** PROBLEM TO SOLVE **
Find every line with the string "color" in the material below and copy it.

[DATA TO EXAMINE — start]

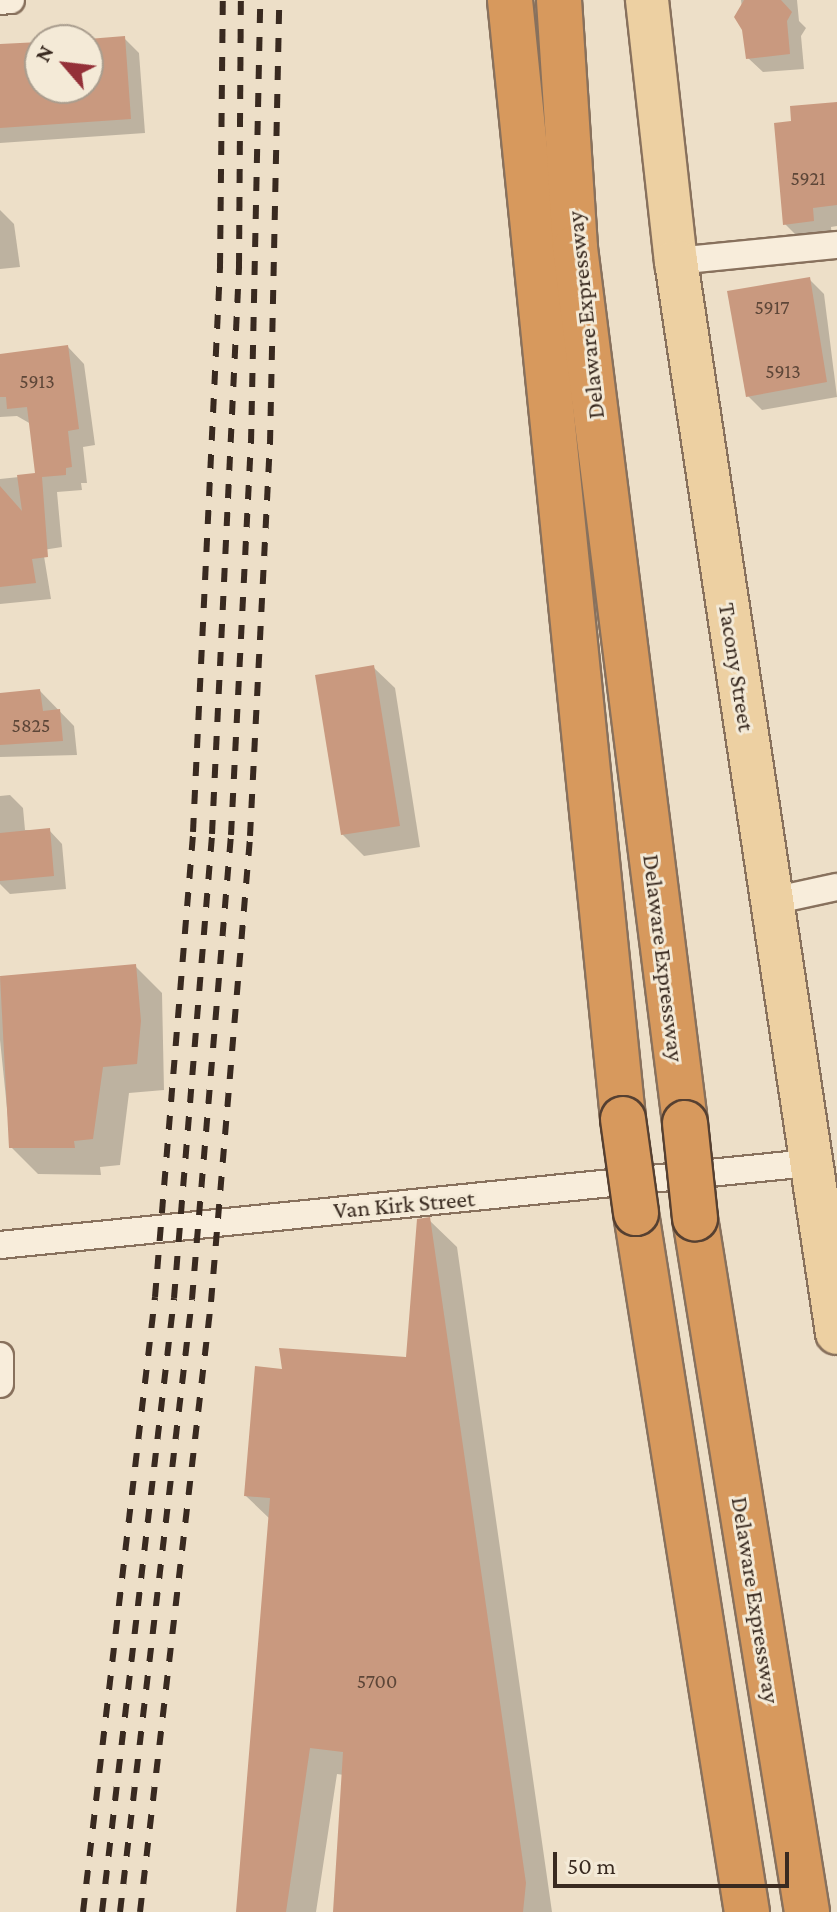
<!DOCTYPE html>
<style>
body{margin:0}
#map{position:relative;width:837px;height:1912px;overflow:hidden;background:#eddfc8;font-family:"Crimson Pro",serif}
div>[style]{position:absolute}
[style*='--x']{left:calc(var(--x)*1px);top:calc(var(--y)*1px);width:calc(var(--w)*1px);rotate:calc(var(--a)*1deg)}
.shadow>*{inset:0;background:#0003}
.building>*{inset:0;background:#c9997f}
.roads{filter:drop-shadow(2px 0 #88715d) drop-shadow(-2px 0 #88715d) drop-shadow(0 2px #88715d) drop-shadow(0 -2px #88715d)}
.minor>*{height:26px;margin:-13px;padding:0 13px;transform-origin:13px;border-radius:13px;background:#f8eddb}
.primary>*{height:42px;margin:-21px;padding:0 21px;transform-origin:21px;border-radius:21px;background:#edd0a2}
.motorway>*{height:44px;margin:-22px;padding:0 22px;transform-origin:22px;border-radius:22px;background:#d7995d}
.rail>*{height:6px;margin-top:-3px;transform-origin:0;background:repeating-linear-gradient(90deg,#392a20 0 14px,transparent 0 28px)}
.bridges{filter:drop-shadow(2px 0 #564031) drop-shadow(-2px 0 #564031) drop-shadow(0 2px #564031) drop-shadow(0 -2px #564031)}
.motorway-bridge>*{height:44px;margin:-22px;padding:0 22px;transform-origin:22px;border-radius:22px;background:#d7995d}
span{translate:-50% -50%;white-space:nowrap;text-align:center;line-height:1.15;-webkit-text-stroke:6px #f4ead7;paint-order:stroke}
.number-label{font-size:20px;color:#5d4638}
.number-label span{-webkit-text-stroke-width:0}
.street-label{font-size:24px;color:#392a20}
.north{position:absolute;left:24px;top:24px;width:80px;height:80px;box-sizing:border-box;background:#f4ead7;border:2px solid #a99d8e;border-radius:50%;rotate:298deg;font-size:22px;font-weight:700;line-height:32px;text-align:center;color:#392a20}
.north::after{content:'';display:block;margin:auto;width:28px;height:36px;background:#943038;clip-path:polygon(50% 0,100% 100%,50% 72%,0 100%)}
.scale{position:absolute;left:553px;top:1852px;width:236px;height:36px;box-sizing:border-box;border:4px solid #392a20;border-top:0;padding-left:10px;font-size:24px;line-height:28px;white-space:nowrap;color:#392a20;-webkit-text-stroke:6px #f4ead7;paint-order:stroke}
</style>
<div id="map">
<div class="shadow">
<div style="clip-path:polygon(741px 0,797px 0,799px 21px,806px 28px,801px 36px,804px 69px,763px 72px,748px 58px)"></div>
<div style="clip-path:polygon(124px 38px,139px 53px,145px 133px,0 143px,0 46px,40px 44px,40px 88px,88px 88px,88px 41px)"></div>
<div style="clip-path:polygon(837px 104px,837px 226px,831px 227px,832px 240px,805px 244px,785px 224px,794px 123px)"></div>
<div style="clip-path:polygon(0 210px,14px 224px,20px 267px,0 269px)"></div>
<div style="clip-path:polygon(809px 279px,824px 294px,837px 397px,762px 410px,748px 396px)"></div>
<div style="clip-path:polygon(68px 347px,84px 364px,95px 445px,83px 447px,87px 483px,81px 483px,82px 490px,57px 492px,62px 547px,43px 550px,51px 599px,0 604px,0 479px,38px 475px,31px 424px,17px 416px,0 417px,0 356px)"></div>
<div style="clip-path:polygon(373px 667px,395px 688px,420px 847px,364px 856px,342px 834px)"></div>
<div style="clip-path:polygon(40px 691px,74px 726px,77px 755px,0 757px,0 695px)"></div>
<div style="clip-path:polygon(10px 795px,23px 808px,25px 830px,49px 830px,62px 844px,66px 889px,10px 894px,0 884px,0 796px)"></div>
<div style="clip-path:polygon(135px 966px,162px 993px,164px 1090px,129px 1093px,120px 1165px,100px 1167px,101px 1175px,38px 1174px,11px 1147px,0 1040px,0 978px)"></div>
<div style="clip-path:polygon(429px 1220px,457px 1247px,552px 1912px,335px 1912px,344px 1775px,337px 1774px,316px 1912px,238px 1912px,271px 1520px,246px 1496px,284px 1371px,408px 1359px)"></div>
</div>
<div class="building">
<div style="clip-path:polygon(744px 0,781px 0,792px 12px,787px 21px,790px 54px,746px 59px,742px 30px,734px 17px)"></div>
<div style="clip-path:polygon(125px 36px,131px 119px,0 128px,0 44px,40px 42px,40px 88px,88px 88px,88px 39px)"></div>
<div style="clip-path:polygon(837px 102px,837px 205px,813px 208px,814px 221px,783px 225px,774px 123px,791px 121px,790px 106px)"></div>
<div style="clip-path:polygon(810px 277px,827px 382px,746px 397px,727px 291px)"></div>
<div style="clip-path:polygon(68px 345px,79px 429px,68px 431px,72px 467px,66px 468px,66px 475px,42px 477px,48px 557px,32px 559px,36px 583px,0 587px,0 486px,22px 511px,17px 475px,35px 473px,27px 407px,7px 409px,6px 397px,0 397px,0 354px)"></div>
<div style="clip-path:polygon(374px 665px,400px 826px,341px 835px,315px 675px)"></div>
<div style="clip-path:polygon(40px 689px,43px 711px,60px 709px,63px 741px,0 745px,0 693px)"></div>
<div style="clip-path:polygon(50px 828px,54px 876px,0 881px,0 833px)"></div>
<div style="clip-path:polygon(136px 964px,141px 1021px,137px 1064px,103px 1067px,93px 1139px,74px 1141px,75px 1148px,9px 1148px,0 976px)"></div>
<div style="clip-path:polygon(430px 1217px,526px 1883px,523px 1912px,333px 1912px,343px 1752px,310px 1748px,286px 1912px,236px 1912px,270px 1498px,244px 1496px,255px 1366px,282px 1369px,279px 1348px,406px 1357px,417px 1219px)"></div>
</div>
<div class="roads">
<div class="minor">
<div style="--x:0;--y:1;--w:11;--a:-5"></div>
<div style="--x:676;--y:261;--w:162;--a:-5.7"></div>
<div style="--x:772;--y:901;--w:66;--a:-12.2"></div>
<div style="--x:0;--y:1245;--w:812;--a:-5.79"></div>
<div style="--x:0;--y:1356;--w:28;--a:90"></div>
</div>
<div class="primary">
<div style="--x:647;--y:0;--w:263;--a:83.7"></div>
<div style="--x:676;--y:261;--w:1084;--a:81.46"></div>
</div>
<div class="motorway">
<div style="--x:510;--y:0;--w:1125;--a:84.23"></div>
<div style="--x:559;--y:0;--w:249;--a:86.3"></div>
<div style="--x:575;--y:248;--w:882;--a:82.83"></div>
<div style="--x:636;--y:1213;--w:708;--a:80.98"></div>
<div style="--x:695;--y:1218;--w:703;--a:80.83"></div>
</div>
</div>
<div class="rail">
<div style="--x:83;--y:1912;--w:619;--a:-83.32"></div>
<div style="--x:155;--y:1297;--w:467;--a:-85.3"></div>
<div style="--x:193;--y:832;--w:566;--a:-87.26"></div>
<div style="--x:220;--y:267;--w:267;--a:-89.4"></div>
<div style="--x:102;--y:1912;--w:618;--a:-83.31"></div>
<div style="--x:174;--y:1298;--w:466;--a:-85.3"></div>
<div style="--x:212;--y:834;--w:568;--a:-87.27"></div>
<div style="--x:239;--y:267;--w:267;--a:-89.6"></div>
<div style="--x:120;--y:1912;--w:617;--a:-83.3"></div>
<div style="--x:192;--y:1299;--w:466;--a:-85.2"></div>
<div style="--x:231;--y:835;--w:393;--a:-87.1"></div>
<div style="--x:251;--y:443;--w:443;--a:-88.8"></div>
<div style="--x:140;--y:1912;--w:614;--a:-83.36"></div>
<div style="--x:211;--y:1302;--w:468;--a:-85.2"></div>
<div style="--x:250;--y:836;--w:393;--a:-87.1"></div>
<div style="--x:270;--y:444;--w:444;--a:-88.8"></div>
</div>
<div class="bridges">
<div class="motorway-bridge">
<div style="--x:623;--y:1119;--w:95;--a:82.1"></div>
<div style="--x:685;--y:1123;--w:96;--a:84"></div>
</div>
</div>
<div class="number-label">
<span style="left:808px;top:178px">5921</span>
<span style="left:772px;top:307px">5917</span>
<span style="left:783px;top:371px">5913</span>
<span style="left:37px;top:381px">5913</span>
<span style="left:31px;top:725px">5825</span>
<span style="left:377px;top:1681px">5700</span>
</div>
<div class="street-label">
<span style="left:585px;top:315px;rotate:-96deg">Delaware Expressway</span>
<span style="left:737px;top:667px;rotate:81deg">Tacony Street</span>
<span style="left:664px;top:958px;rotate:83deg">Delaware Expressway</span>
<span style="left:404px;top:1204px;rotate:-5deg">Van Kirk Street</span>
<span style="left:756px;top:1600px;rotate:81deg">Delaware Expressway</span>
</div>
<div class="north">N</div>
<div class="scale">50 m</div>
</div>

[DATA TO EXAMINE — finish]

** SOLUTION TO THE PROBLEM **
.number-label{font-size:20px;color:#5d4638}
.street-label{font-size:24px;color:#392a20}
.north{position:absolute;left:24px;top:24px;width:80px;height:80px;box-sizing:border-box;background:#f4ead7;border:2px solid #a99d8e;border-radius:50%;rotate:298deg;font-size:22px;font-weight:700;line-height:32px;text-align:center;color:#392a20}
.scale{position:absolute;left:553px;top:1852px;width:236px;height:36px;box-sizing:border-box;border:4px solid #392a20;border-top:0;padding-left:10px;font-size:24px;line-height:28px;white-space:nowrap;color:#392a20;-webkit-text-stroke:6px #f4ead7;paint-order:stroke}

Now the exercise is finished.